» Task instructions:
What is needed is an exact copy of the data below, pictures excluded.

» Exercise data:
◇ ◇ ◇ ◇ ◇
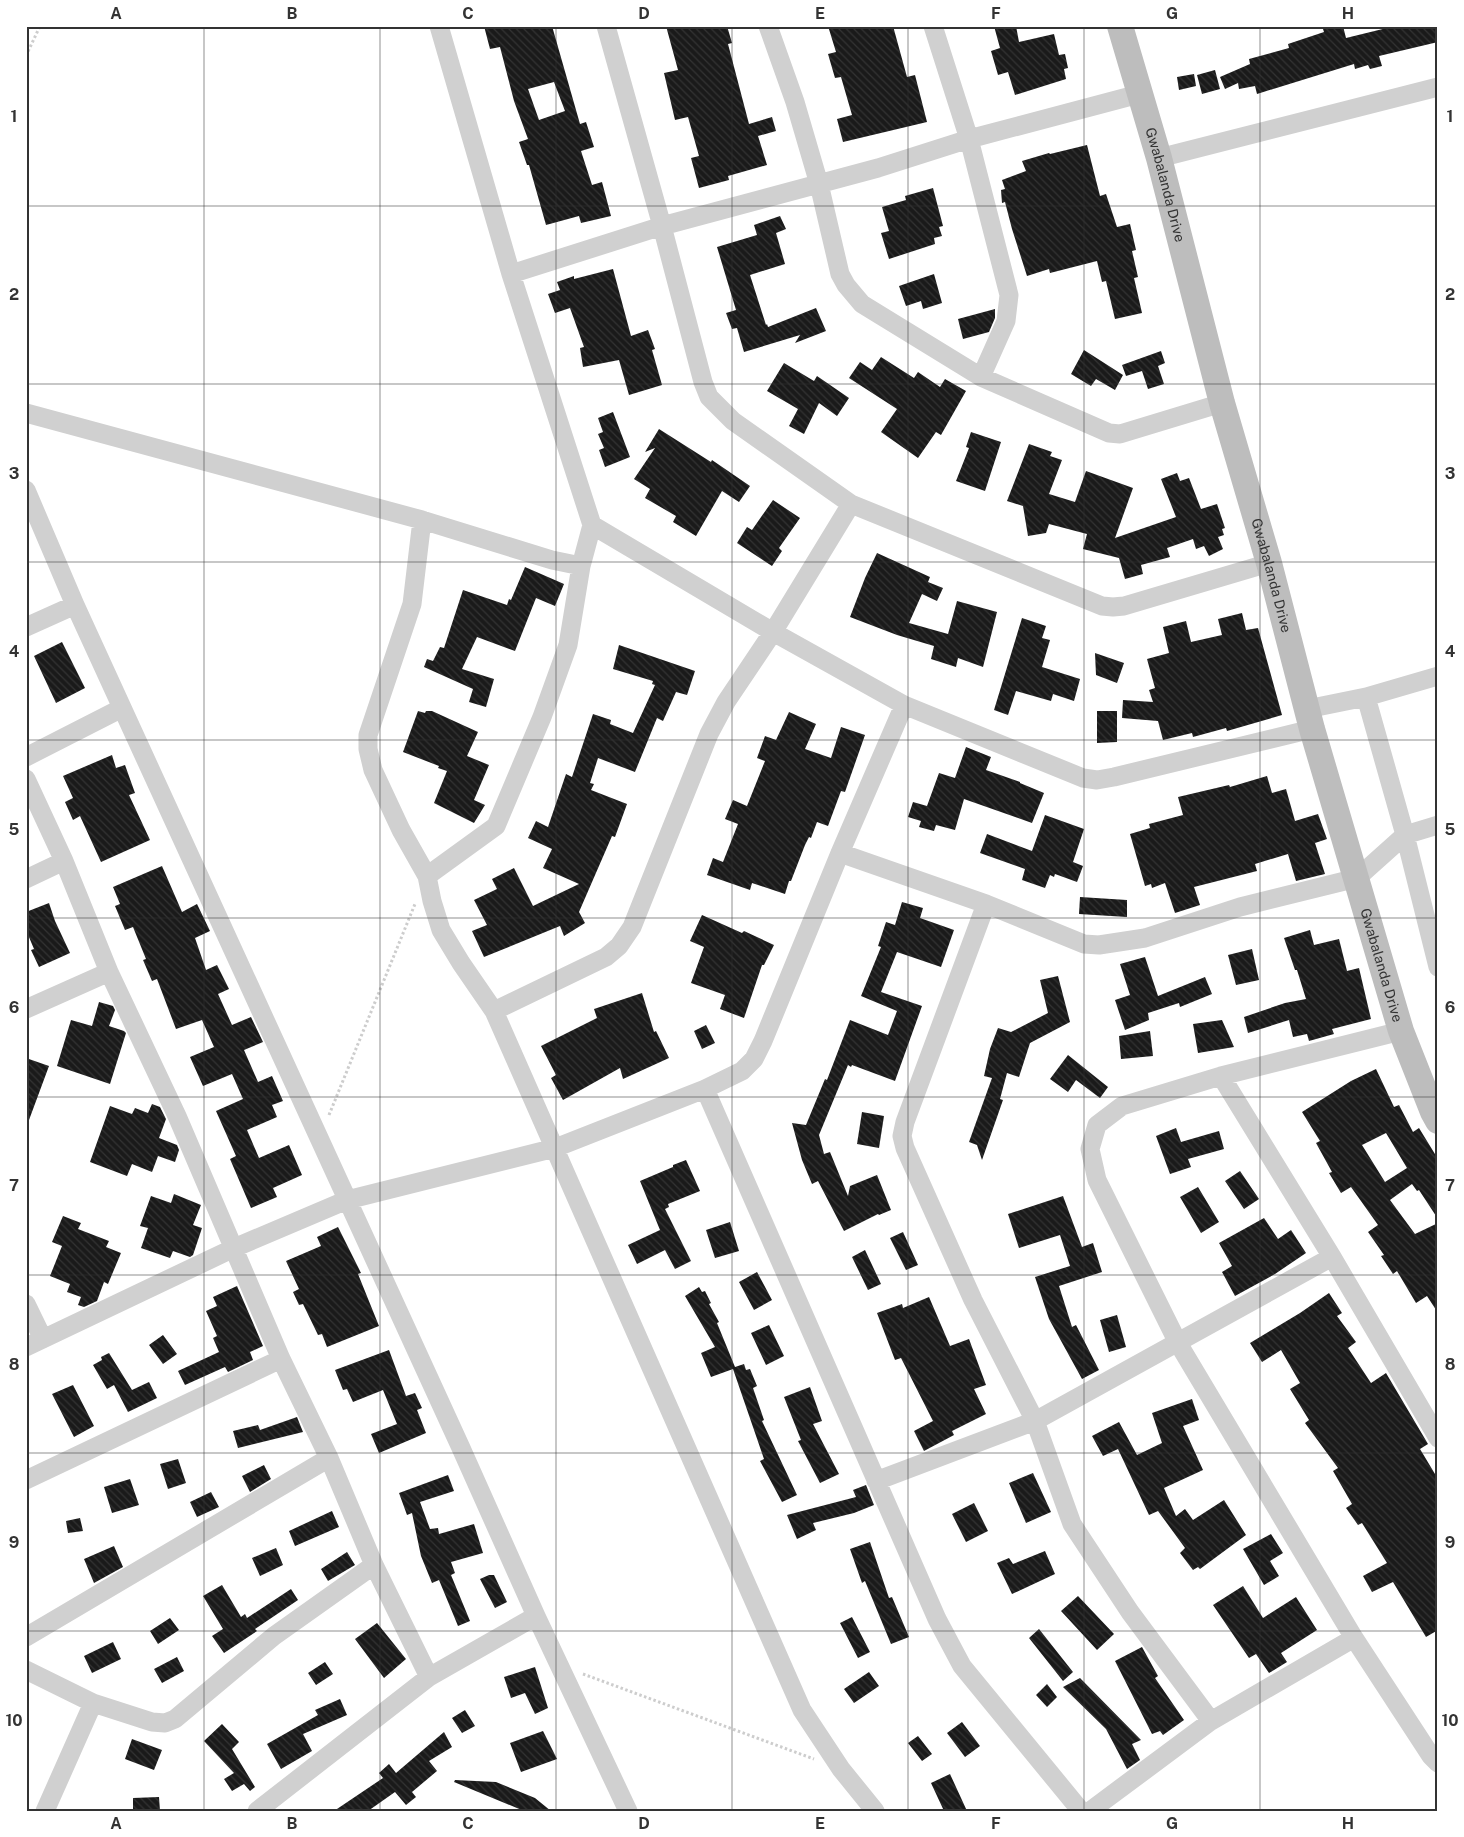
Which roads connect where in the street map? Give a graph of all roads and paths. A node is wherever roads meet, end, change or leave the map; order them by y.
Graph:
1 (40, 26) edge
2 (439, 26) edge
3 (606, 26) edge
4 (768, 26) edge
5 (933, 26) edge
6 (1120, 26) edge
7 (26, 56) edge
8 (1438, 87) edge
9 (1139, 94) junction
10 (969, 139) junction
11 (1159, 158) junction
12 (819, 184) junction
13 (662, 226) junction
14 (511, 274) junction
15 (980, 377) junction
16 (1222, 403) junction
17 (26, 413) edge
18 (26, 490) edge
19 (851, 504) junction
20 (422, 520) junction
21 (592, 525) junction
22 (1269, 562) junction
23 (581, 566) junction
24 (75, 605) junction
25 (26, 627) edge
26 (773, 632) junction
27 (1438, 676) edge
28 (1366, 697) junction
29 (904, 705) junction
30 (122, 708) junction
31 (1309, 719) junction
32 (26, 757) edge
33 (26, 779) edge
34 (1438, 824) edge
35 (1405, 835) junction
36 (840, 853) junction
37 (64, 861) junction
38 (427, 876) junction
39 (1357, 878) junction
40 (26, 879) edge
41 (986, 904) junction
42 (1438, 967) edge
43 (109, 972) junction
44 (26, 1009) edge
45 (494, 1011) junction
46 (1401, 1031) junction
47 (1221, 1076) junction
48 (705, 1089) junction
49 (1438, 1121) edge
50 (319, 1139) junction
51 (555, 1148) junction
52 (347, 1200) junction
53 (234, 1248) junction
54 (1332, 1257) junction
55 (26, 1304) edge
56 (34, 1343) edge
57 (1178, 1343) junction
58 (281, 1358) junction
59 (1035, 1421) junction
60 (1438, 1438) edge
61 (329, 1458) junction
62 (26, 1480) edge
63 (876, 1481) junction
64 (374, 1565) junction
65 (536, 1616) junction
66 (26, 1637) edge
67 (1354, 1638) junction
68 (559, 1666) junction
69 (26, 1670) edge
70 (429, 1677) junction
71 (94, 1703) junction
72 (1211, 1721) junction
73 (1438, 1762) edge
74 (841, 1769) junction
75 (45, 1811) edge
76 (257, 1811) edge
77 (628, 1811) edge
78 (874, 1811) edge
79 (1081, 1811) edge
80 (1090, 1811) edge

1 - 7 path
2 - 14 street
3 - 13 street
4 - 12 street
5 - 10 street
6 - 9 street, Gwabalanda Drive
8 - 11 street
9 - 10 street
9 - 11 street, Gwabalanda Drive
10 - 12 street
10 - 15 street
11 - 16 street, Gwabalanda Drive
12 - 13 street
12 - 15 street
13 - 14 street
13 - 19 street
14 - 21 street
15 - 16 street
16 - 22 street, Gwabalanda Drive
17 - 20 street
18 - 24 street
19 - 22 street
19 - 26 street
20 - 23 street
20 - 38 street
21 - 23 street
21 - 26 street
22 - 31 street, Gwabalanda Drive
23 - 38 street
24 - 25 street
24 - 30 street
26 - 29 street
26 - 45 street
27 - 28 street
28 - 31 street
28 - 35 street
29 - 31 street
29 - 36 street
30 - 32 street
30 - 50 street
31 - 39 street, Gwabalanda Drive
33 - 37 street
34 - 35 street
35 - 39 street
35 - 42 street
36 - 41 street
36 - 48 street
37 - 40 street
37 - 43 street
38 - 45 street
38 - 50 path
39 - 41 street
39 - 46 street, Gwabalanda Drive
41 - 59 street
43 - 44 street
43 - 53 street
45 - 51 street
46 - 47 street
46 - 49 street, Gwabalanda Drive
47 - 54 street
47 - 57 street
48 - 51 street
48 - 63 street
50 - 52 street
51 - 52 street
51 - 74 street
52 - 53 street
52 - 65 street
53 - 56 street
53 - 58 street
54 - 57 street
54 - 60 street
55 - 56 street
57 - 59 street
57 - 67 street
58 - 61 street
58 - 62 street
59 - 63 street
59 - 72 street
61 - 64 street
61 - 66 street
63 - 79 street
64 - 70 street
64 - 71 street
65 - 68 street
65 - 70 street
67 - 72 street
67 - 73 street
68 - 74 path
68 - 77 street
69 - 71 street
70 - 76 street
71 - 75 street
72 - 80 street
74 - 78 street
◇ ◇ ◇ ◇ ◇
» Task answer:
Which roads connect where in the street map? Give a graph of all roads and paths. A node is wherever roads meet, end, change or leave the map; order them by y.
Graph:
1 (40, 26) edge
2 (439, 26) edge
3 (606, 26) edge
4 (768, 26) edge
5 (933, 26) edge
6 (1120, 26) edge
7 (26, 56) edge
8 (1438, 87) edge
9 (1139, 94) junction
10 (969, 139) junction
11 (1159, 158) junction
12 (819, 184) junction
13 (662, 226) junction
14 (511, 274) junction
15 (980, 377) junction
16 (1222, 403) junction
17 (26, 413) edge
18 (26, 490) edge
19 (851, 504) junction
20 (422, 520) junction
21 (592, 525) junction
22 (1269, 562) junction
23 (581, 566) junction
24 (75, 605) junction
25 (26, 627) edge
26 (773, 632) junction
27 (1438, 676) edge
28 (1366, 697) junction
29 (904, 705) junction
30 (122, 708) junction
31 (1309, 719) junction
32 (26, 757) edge
33 (26, 779) edge
34 (1438, 824) edge
35 (1405, 835) junction
36 (840, 853) junction
37 (64, 861) junction
38 (427, 876) junction
39 (1357, 878) junction
40 (26, 879) edge
41 (986, 904) junction
42 (1438, 967) edge
43 (109, 972) junction
44 (26, 1009) edge
45 (494, 1011) junction
46 (1401, 1031) junction
47 (1221, 1076) junction
48 (705, 1089) junction
49 (1438, 1121) edge
50 (319, 1139) junction
51 (555, 1148) junction
52 (347, 1200) junction
53 (234, 1248) junction
54 (1332, 1257) junction
55 (26, 1304) edge
56 (34, 1343) edge
57 (1178, 1343) junction
58 (281, 1358) junction
59 (1035, 1421) junction
60 (1438, 1438) edge
61 (329, 1458) junction
62 (26, 1480) edge
63 (876, 1481) junction
64 (374, 1565) junction
65 (536, 1616) junction
66 (26, 1637) edge
67 (1354, 1638) junction
68 (559, 1666) junction
69 (26, 1670) edge
70 (429, 1677) junction
71 (94, 1703) junction
72 (1211, 1721) junction
73 (1438, 1762) edge
74 (841, 1769) junction
75 (45, 1811) edge
76 (257, 1811) edge
77 (628, 1811) edge
78 (874, 1811) edge
79 (1081, 1811) edge
80 (1090, 1811) edge

1 - 7 path
2 - 14 street
3 - 13 street
4 - 12 street
5 - 10 street
6 - 9 street, Gwabalanda Drive
8 - 11 street
9 - 10 street
9 - 11 street, Gwabalanda Drive
10 - 12 street
10 - 15 street
11 - 16 street, Gwabalanda Drive
12 - 13 street
12 - 15 street
13 - 14 street
13 - 19 street
14 - 21 street
15 - 16 street
16 - 22 street, Gwabalanda Drive
17 - 20 street
18 - 24 street
19 - 22 street
19 - 26 street
20 - 23 street
20 - 38 street
21 - 23 street
21 - 26 street
22 - 31 street, Gwabalanda Drive
23 - 38 street
24 - 25 street
24 - 30 street
26 - 29 street
26 - 45 street
27 - 28 street
28 - 31 street
28 - 35 street
29 - 31 street
29 - 36 street
30 - 32 street
30 - 50 street
31 - 39 street, Gwabalanda Drive
33 - 37 street
34 - 35 street
35 - 39 street
35 - 42 street
36 - 41 street
36 - 48 street
37 - 40 street
37 - 43 street
38 - 45 street
38 - 50 path
39 - 41 street
39 - 46 street, Gwabalanda Drive
41 - 59 street
43 - 44 street
43 - 53 street
45 - 51 street
46 - 47 street
46 - 49 street, Gwabalanda Drive
47 - 54 street
47 - 57 street
48 - 51 street
48 - 63 street
50 - 52 street
51 - 52 street
51 - 74 street
52 - 53 street
52 - 65 street
53 - 56 street
53 - 58 street
54 - 57 street
54 - 60 street
55 - 56 street
57 - 59 street
57 - 67 street
58 - 61 street
58 - 62 street
59 - 63 street
59 - 72 street
61 - 64 street
61 - 66 street
63 - 79 street
64 - 70 street
64 - 71 street
65 - 68 street
65 - 70 street
67 - 72 street
67 - 73 street
68 - 74 path
68 - 77 street
69 - 71 street
70 - 76 street
71 - 75 street
72 - 80 street
74 - 78 street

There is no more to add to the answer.